WHAT NEEDS TO BE DONE —
Could you please output all of the records exactly?

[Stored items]
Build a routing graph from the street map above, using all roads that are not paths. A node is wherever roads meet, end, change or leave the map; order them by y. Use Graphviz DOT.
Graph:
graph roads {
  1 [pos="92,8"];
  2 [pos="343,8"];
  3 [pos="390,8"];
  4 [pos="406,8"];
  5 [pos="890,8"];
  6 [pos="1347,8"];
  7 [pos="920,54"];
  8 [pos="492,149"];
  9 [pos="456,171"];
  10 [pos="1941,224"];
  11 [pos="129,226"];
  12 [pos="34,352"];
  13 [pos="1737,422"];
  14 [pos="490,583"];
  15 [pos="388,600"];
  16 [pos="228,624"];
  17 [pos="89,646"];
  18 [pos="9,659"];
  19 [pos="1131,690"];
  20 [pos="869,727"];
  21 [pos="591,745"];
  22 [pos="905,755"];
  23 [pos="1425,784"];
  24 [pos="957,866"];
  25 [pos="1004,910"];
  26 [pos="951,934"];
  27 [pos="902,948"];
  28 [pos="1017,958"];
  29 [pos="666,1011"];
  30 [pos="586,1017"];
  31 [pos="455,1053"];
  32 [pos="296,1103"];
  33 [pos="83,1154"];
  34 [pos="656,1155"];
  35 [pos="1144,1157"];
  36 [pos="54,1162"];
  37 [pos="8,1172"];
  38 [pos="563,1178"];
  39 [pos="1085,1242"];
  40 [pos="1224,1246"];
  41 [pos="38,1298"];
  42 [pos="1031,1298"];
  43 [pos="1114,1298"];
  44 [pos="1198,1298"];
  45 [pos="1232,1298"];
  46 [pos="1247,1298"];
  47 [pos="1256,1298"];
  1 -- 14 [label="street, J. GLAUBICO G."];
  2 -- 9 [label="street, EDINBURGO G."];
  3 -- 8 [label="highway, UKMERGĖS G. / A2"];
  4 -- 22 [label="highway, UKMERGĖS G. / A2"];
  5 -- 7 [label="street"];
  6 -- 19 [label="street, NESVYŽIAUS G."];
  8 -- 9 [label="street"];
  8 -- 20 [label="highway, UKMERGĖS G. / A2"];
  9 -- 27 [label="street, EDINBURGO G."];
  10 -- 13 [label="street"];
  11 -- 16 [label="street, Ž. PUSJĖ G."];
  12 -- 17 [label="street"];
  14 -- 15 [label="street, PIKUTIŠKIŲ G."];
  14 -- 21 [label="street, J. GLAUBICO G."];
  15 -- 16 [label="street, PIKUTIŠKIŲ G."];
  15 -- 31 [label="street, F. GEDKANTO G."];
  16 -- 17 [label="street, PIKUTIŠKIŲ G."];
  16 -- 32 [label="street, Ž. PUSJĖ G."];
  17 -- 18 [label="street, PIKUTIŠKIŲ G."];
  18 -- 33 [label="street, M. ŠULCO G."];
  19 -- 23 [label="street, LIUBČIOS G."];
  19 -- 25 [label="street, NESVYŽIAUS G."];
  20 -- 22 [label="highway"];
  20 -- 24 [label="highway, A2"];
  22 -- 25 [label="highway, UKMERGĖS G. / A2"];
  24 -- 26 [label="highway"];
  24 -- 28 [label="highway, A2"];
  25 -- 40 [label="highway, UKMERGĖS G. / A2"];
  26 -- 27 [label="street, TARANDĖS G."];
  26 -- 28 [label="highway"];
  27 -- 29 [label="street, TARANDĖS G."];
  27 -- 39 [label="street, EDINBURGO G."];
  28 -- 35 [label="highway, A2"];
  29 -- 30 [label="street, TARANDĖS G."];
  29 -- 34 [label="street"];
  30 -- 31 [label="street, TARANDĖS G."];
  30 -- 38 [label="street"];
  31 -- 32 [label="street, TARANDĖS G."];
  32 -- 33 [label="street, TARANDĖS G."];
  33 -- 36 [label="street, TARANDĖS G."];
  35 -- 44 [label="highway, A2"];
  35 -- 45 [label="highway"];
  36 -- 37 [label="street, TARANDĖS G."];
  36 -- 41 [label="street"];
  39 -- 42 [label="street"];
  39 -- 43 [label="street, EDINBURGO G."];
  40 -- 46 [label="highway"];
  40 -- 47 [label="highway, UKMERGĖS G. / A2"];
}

OUTPUT OF THE TASK —
Build a routing graph from the street map above, using all roads that are not paths. A node is wherever roads meet, end, change or leave the map; order them by y. Use Graphviz DOT.
Graph:
graph roads {
  1 [pos="92,8"];
  2 [pos="343,8"];
  3 [pos="390,8"];
  4 [pos="406,8"];
  5 [pos="890,8"];
  6 [pos="1347,8"];
  7 [pos="920,54"];
  8 [pos="492,149"];
  9 [pos="456,171"];
  10 [pos="1941,224"];
  11 [pos="129,226"];
  12 [pos="34,352"];
  13 [pos="1737,422"];
  14 [pos="490,583"];
  15 [pos="388,600"];
  16 [pos="228,624"];
  17 [pos="89,646"];
  18 [pos="9,659"];
  19 [pos="1131,690"];
  20 [pos="869,727"];
  21 [pos="591,745"];
  22 [pos="905,755"];
  23 [pos="1425,784"];
  24 [pos="957,866"];
  25 [pos="1004,910"];
  26 [pos="951,934"];
  27 [pos="902,948"];
  28 [pos="1017,958"];
  29 [pos="666,1011"];
  30 [pos="586,1017"];
  31 [pos="455,1053"];
  32 [pos="296,1103"];
  33 [pos="83,1154"];
  34 [pos="656,1155"];
  35 [pos="1144,1157"];
  36 [pos="54,1162"];
  37 [pos="8,1172"];
  38 [pos="563,1178"];
  39 [pos="1085,1242"];
  40 [pos="1224,1246"];
  41 [pos="38,1298"];
  42 [pos="1031,1298"];
  43 [pos="1114,1298"];
  44 [pos="1198,1298"];
  45 [pos="1232,1298"];
  46 [pos="1247,1298"];
  47 [pos="1256,1298"];
  1 -- 14 [label="street, J. GLAUBICO G."];
  2 -- 9 [label="street, EDINBURGO G."];
  3 -- 8 [label="highway, UKMERGĖS G. / A2"];
  4 -- 22 [label="highway, UKMERGĖS G. / A2"];
  5 -- 7 [label="street"];
  6 -- 19 [label="street, NESVYŽIAUS G."];
  8 -- 9 [label="street"];
  8 -- 20 [label="highway, UKMERGĖS G. / A2"];
  9 -- 27 [label="street, EDINBURGO G."];
  10 -- 13 [label="street"];
  11 -- 16 [label="street, Ž. PUSJĖ G."];
  12 -- 17 [label="street"];
  14 -- 15 [label="street, PIKUTIŠKIŲ G."];
  14 -- 21 [label="street, J. GLAUBICO G."];
  15 -- 16 [label="street, PIKUTIŠKIŲ G."];
  15 -- 31 [label="street, F. GEDKANTO G."];
  16 -- 17 [label="street, PIKUTIŠKIŲ G."];
  16 -- 32 [label="street, Ž. PUSJĖ G."];
  17 -- 18 [label="street, PIKUTIŠKIŲ G."];
  18 -- 33 [label="street, M. ŠULCO G."];
  19 -- 23 [label="street, LIUBČIOS G."];
  19 -- 25 [label="street, NESVYŽIAUS G."];
  20 -- 22 [label="highway"];
  20 -- 24 [label="highway, A2"];
  22 -- 25 [label="highway, UKMERGĖS G. / A2"];
  24 -- 26 [label="highway"];
  24 -- 28 [label="highway, A2"];
  25 -- 40 [label="highway, UKMERGĖS G. / A2"];
  26 -- 27 [label="street, TARANDĖS G."];
  26 -- 28 [label="highway"];
  27 -- 29 [label="street, TARANDĖS G."];
  27 -- 39 [label="street, EDINBURGO G."];
  28 -- 35 [label="highway, A2"];
  29 -- 30 [label="street, TARANDĖS G."];
  29 -- 34 [label="street"];
  30 -- 31 [label="street, TARANDĖS G."];
  30 -- 38 [label="street"];
  31 -- 32 [label="street, TARANDĖS G."];
  32 -- 33 [label="street, TARANDĖS G."];
  33 -- 36 [label="street, TARANDĖS G."];
  35 -- 44 [label="highway, A2"];
  35 -- 45 [label="highway"];
  36 -- 37 [label="street, TARANDĖS G."];
  36 -- 41 [label="street"];
  39 -- 42 [label="street"];
  39 -- 43 [label="street, EDINBURGO G."];
  40 -- 46 [label="highway"];
  40 -- 47 [label="highway, UKMERGĖS G. / A2"];
}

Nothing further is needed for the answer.